• [Exercise objective]: If a line in the entries contains the string "mouth", include that line in your answer.

=== Section Start ===

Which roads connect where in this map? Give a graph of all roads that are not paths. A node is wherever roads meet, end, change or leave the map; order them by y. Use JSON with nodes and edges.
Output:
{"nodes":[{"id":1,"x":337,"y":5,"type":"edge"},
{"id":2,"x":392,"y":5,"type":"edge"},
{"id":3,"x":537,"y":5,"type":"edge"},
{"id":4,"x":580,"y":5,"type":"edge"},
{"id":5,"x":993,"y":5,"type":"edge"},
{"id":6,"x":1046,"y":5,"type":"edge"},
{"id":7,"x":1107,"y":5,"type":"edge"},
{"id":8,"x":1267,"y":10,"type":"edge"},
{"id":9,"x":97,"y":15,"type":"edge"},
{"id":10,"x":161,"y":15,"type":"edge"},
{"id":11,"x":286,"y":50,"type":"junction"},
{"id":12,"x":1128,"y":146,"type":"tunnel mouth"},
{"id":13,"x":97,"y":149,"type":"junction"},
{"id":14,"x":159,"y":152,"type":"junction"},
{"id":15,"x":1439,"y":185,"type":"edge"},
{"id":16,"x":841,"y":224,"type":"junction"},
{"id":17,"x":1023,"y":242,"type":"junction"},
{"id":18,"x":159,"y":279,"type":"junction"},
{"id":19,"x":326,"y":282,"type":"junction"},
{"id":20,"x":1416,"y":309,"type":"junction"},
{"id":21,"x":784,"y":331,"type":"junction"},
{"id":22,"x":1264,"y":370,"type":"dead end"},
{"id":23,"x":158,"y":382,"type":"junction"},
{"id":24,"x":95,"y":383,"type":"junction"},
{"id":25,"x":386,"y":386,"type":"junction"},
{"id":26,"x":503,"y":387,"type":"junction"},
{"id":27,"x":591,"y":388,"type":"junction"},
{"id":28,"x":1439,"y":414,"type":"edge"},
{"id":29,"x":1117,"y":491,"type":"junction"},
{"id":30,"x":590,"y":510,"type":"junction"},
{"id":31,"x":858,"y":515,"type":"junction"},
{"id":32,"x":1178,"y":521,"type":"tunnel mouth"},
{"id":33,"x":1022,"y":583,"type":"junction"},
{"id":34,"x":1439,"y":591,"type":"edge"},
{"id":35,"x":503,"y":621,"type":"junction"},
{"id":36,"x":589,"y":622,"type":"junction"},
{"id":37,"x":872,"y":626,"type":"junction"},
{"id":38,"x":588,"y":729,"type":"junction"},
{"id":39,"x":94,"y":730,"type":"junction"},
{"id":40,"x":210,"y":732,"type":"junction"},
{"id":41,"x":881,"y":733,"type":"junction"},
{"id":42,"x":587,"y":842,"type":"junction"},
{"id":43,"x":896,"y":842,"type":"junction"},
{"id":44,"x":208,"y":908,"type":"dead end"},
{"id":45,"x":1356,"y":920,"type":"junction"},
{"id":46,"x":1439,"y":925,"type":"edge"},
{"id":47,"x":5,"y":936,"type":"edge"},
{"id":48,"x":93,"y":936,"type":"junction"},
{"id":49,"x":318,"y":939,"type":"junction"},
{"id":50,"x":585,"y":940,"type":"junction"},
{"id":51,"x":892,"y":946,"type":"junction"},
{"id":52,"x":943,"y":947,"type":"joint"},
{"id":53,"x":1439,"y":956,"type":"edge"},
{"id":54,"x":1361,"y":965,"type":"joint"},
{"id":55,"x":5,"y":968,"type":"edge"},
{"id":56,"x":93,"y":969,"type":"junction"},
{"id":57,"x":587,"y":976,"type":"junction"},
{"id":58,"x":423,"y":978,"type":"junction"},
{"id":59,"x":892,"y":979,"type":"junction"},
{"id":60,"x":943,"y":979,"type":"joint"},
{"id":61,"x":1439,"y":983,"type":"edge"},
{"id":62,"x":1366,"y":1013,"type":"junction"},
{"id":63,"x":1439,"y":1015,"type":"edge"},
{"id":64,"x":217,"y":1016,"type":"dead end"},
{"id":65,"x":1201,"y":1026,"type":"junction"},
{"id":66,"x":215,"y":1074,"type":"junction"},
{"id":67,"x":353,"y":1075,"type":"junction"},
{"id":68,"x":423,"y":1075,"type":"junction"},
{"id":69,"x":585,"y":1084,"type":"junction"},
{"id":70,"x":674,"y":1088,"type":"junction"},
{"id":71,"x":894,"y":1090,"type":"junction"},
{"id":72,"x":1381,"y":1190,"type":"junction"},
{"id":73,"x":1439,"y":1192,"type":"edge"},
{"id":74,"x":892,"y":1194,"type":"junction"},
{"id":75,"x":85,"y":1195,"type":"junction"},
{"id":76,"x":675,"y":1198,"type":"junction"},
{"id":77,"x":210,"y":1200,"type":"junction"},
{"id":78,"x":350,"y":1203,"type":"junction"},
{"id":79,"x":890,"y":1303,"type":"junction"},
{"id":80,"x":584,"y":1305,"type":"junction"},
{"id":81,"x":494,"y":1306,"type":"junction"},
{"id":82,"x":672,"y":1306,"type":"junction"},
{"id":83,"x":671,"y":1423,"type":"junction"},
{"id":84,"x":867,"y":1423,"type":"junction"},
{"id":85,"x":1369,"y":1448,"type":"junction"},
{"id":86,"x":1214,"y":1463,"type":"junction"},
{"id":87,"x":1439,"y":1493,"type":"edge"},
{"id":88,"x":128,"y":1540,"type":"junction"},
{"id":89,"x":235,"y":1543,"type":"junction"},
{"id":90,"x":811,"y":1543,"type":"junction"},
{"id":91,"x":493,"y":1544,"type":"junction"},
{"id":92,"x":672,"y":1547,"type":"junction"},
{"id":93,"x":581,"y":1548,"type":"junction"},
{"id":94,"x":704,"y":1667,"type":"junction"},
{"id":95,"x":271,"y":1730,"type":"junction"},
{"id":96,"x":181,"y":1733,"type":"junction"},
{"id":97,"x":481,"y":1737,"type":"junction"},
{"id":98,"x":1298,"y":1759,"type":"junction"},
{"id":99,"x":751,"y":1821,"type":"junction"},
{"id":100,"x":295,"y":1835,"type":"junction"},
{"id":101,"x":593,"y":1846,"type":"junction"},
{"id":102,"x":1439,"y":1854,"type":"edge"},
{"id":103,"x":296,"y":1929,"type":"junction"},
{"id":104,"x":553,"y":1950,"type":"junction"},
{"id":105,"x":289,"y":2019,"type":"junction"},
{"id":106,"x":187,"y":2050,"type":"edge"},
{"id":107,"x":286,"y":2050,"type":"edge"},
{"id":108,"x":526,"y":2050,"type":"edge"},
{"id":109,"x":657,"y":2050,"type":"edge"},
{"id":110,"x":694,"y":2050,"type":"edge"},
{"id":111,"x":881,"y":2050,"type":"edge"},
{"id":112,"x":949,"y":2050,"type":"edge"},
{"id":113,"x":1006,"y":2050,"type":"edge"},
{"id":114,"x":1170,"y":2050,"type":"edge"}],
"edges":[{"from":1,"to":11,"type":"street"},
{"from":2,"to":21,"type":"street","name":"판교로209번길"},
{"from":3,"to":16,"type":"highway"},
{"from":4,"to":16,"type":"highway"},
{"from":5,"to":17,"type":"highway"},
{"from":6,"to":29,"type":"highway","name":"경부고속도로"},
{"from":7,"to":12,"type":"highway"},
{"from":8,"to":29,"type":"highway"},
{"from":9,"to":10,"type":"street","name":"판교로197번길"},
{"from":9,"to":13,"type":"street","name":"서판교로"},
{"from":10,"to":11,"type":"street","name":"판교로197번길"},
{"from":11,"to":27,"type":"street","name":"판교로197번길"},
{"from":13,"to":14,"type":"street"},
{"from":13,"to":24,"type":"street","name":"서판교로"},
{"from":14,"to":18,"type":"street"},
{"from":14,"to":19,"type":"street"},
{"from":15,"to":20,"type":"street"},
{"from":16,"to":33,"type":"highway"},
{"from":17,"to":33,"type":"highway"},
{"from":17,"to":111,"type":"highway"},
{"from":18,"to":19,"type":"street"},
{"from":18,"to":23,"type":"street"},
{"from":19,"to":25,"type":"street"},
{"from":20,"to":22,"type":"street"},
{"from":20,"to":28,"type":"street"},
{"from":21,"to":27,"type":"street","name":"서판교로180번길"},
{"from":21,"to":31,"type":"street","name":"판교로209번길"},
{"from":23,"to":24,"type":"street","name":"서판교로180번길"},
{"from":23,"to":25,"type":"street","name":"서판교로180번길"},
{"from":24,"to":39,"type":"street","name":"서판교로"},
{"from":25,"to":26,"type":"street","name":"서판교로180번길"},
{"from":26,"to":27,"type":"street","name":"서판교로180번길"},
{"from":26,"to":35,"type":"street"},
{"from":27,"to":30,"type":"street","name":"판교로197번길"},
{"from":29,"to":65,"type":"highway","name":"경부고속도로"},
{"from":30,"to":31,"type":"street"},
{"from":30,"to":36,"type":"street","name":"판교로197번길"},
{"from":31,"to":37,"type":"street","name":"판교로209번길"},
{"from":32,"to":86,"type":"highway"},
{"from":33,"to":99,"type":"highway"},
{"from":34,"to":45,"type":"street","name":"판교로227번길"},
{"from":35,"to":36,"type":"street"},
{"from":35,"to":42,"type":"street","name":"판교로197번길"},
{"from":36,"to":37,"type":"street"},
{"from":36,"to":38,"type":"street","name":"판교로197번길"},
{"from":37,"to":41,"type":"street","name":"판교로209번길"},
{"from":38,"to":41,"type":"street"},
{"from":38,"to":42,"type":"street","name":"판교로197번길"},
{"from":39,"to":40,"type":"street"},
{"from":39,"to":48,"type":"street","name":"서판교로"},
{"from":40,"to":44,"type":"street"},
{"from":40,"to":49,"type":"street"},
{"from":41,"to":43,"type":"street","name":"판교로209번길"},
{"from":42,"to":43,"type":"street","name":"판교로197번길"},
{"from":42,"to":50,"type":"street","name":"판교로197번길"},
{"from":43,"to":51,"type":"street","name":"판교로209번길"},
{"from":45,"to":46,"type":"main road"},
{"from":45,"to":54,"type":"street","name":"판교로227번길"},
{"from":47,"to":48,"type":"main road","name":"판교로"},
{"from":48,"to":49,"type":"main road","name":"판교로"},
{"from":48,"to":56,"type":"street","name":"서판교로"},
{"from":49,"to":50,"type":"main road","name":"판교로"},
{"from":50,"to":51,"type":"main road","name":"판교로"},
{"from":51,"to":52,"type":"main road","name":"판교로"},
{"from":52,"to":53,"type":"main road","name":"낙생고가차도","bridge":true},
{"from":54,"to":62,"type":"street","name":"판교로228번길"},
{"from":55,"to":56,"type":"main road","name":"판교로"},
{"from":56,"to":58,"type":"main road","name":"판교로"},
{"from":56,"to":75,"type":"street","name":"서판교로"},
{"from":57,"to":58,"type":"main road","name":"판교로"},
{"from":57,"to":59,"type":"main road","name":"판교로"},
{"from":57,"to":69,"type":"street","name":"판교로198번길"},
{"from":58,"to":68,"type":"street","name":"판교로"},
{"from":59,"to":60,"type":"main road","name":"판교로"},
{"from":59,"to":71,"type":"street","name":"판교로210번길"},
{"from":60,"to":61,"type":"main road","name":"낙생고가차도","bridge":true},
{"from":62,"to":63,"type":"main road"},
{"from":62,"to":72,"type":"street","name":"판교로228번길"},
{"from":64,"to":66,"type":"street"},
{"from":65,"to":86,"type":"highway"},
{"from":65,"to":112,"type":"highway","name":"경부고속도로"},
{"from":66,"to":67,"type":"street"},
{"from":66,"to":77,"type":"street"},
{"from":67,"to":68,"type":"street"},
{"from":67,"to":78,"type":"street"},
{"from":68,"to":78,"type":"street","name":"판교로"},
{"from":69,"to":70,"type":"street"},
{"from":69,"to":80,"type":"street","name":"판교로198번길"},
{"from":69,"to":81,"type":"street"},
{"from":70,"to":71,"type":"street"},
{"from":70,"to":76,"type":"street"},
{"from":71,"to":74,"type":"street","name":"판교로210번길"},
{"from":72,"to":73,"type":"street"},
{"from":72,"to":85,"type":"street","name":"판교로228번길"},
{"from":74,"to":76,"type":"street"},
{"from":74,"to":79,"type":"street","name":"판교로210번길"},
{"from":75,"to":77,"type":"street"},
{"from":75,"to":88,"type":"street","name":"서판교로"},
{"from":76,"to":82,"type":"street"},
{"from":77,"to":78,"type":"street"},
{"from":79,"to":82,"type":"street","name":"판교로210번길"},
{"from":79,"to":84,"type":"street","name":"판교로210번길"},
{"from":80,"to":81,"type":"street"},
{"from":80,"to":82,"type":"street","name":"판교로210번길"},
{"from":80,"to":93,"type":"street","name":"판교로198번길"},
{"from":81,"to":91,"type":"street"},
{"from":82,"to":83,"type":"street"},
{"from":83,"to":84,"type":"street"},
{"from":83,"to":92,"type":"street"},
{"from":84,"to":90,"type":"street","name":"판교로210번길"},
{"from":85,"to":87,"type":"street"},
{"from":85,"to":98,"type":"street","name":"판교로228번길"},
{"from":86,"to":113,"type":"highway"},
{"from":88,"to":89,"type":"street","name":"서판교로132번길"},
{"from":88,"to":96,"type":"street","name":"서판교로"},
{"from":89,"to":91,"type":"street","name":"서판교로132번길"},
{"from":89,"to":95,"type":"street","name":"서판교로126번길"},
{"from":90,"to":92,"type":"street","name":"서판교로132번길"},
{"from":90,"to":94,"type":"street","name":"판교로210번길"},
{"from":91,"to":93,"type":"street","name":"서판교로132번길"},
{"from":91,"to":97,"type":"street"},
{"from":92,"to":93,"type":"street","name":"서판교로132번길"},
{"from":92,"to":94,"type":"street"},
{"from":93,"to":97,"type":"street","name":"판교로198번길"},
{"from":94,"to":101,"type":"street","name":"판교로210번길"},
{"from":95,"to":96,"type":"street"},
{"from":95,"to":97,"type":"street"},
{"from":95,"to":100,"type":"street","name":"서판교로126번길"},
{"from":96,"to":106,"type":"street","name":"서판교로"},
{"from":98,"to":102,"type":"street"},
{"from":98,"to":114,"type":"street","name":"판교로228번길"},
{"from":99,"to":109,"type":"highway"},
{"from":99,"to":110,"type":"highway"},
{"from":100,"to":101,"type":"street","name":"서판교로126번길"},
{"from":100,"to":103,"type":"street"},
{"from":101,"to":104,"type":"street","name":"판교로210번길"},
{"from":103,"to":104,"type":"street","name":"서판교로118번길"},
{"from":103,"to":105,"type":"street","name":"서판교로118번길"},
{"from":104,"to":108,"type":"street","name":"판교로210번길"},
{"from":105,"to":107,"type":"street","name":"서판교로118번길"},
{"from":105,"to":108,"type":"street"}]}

=== Section End ===

• [Solution to the exercise]:
{"id":12,"x":1128,"y":146,"type":"tunnel mouth"},
{"id":32,"x":1178,"y":521,"type":"tunnel mouth"},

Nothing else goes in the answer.